暁は城山からの帰路に知ったのだが、高峯の隣国は既にその殆どが城山の配下だった。戦わずして下った国も多く、表立って知られていないだけで城山の勢力は既に高峯に届こうとしていたのだ。
暁の中で答えの出ない問いがぐるぐると駆け巡る。『会って話さなくちゃ。』何をどう話すというのか?頭の中がまだ整理でていないというのに、暁は居ても立ってもいられなくなり、平悟を伴って一行の後を追った。
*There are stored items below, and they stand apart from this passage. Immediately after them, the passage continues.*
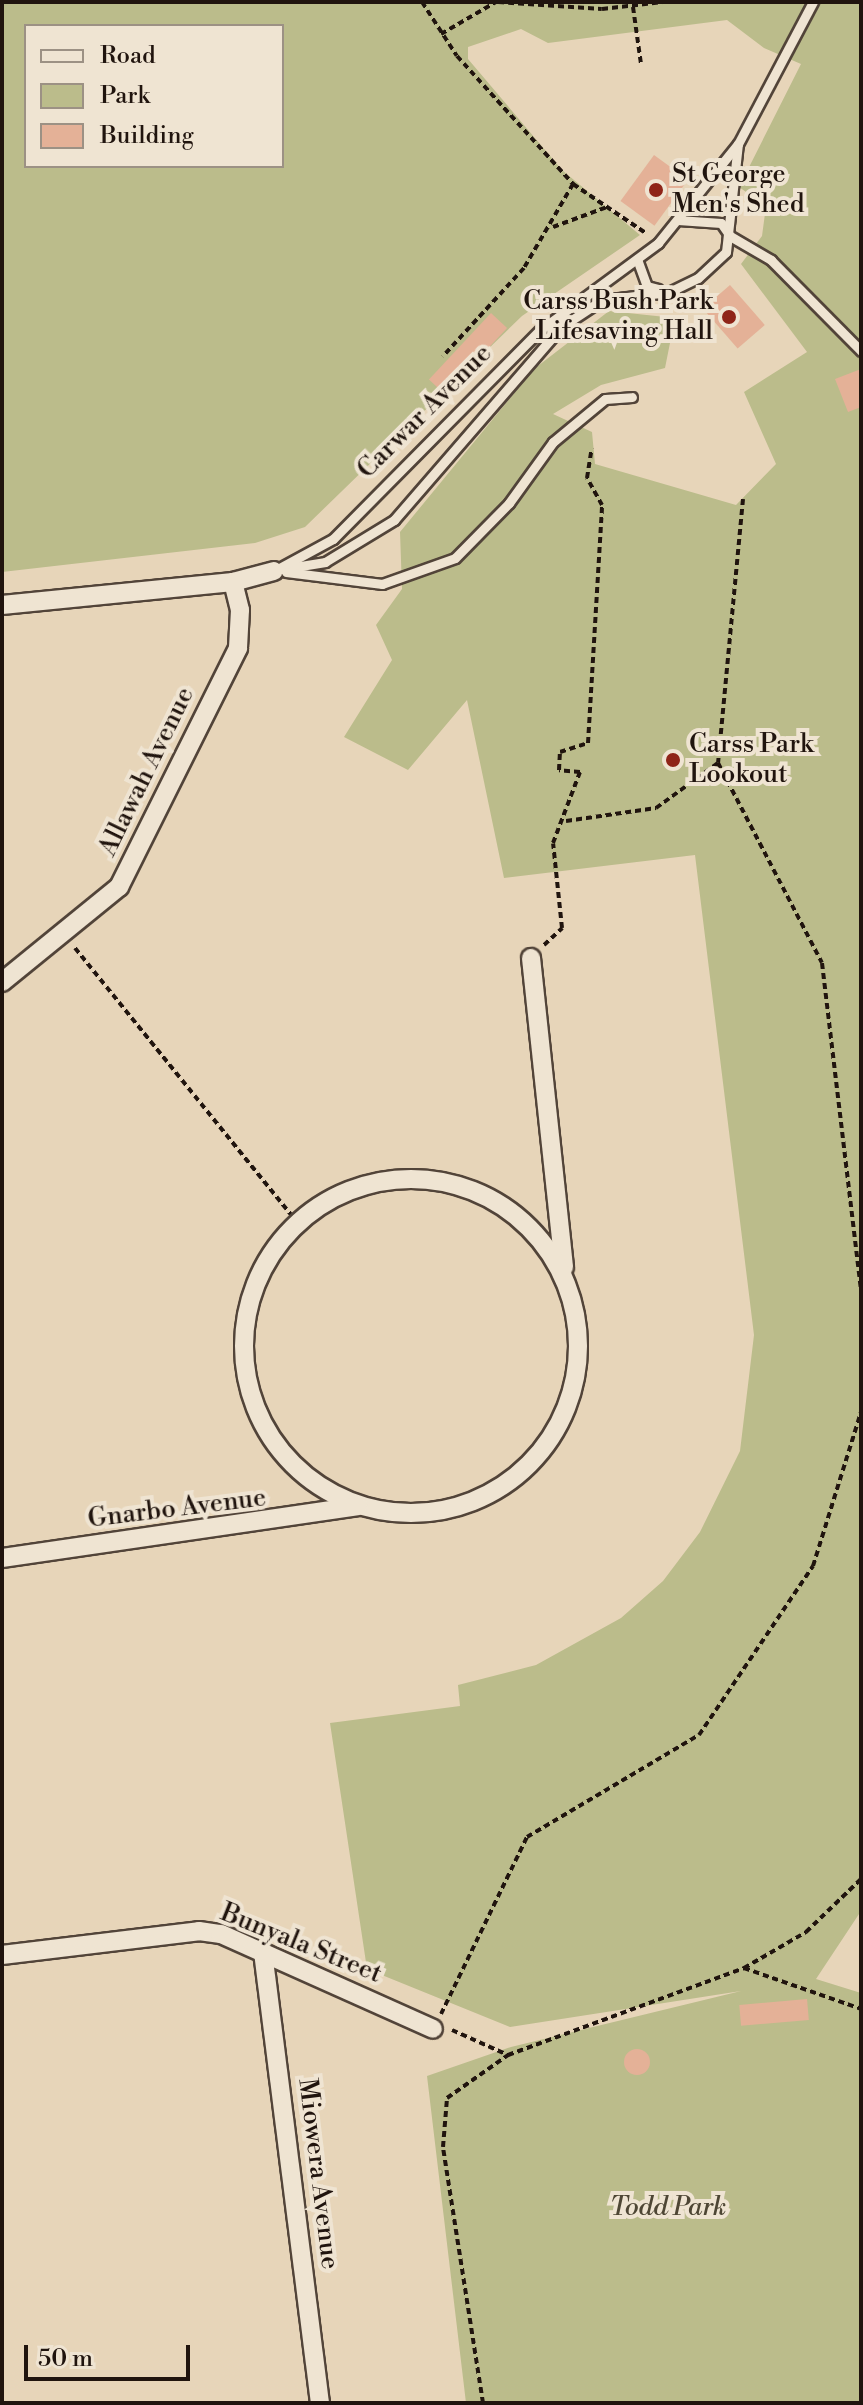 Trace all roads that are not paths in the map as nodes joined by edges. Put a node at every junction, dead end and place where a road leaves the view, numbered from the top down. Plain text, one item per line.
1 (813, 2) edge
2 (738, 144) junction
3 (678, 220) junction
4 (730, 236) junction
5 (637, 259) junction
6 (669, 292) junction
7 (861, 351) edge
8 (632, 397) dead end
9 (274, 571) junction
10 (233, 582) junction
11 (2, 605) edge
12 (531, 958) road end
13 (2, 982) edge
14 (565, 1273) junction
15 (358, 1506) junction
16 (2, 1558) edge
17 (263, 1952) junction
18 (2, 1955) edge
19 (435, 2026) road end
20 (320, 2403) edge

1 - 2 lane, Carwar Avenue
2 - 3 lane, Carwar Avenue
2 - 4 lane, Carwar Avenue
3 - 4 lane
3 - 5 lane, Carwar Avenue
4 - 6 lane, Carwar Avenue
4 - 7 lane
5 - 6 lane
5 - 9 lane, Carwar Avenue
6 - 9 lane, Carwar Avenue
8 - 9 lane
9 - 10 street, Carwar Avenue
10 - 11 street, Carwar Avenue
10 - 13 street, Allawah Avenue
12 - 14 street, Gnarbo Avenue
14 - 15 street, Gnarbo Avenue
14 - 15 street, Gnarbo Avenue
15 - 16 street, Gnarbo Avenue
17 - 18 street, Bunyala Street
17 - 19 street, Bunyala Street
17 - 20 street, Miowera Avenue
「城山の領主を知ってるの。会ってどういう事か聞いてみるわ。」
「え?大丈夫かよ姫さん。そんな簡単に教えてくれるか?戦だぞ?」
半信半疑の平悟がぼやく。『それともそんな大事な事まで教えてもらえるような仲なのか?その城山の領主とは…。』そんな考えが頭を過ぎった。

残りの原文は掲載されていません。